• What the task asks
Among the lines below, copy each one in which "edges" appears.

-------- Data to use

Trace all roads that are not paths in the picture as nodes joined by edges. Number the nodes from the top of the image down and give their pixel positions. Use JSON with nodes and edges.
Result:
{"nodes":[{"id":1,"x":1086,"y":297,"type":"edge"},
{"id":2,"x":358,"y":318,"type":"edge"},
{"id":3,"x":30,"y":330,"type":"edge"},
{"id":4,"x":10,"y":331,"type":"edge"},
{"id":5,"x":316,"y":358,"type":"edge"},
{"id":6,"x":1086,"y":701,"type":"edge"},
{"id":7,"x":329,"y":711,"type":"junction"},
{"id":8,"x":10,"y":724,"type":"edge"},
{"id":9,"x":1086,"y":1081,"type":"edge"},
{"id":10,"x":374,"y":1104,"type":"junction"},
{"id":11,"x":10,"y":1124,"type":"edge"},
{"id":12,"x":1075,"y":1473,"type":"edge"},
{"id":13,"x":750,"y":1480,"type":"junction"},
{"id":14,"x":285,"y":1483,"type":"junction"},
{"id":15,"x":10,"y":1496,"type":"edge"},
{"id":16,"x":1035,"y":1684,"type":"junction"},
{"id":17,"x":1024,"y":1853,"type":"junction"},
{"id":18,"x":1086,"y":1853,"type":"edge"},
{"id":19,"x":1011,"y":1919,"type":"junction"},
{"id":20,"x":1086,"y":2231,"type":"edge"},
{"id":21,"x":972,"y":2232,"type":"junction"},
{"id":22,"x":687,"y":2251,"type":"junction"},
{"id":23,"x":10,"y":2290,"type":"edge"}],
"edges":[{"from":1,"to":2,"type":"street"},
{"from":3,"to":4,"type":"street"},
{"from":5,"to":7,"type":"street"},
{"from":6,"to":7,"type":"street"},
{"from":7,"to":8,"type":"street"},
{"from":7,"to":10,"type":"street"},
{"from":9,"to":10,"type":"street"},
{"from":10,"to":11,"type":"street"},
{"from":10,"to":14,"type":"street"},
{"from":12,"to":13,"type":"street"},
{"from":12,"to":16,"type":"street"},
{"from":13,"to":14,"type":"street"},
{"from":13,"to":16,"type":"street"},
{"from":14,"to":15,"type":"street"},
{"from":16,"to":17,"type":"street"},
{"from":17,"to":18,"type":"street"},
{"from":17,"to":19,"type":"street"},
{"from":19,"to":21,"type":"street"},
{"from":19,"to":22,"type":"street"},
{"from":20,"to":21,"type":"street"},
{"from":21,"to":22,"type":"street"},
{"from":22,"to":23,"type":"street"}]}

----------------

• Answer box
Trace all roads that are not paths in the picture as nodes joined by edges. Number the nodes from the top of the image down and give their pixel positions. Use JSON with nodes and edges.
"edges":[{"from":1,"to":2,"type":"street"},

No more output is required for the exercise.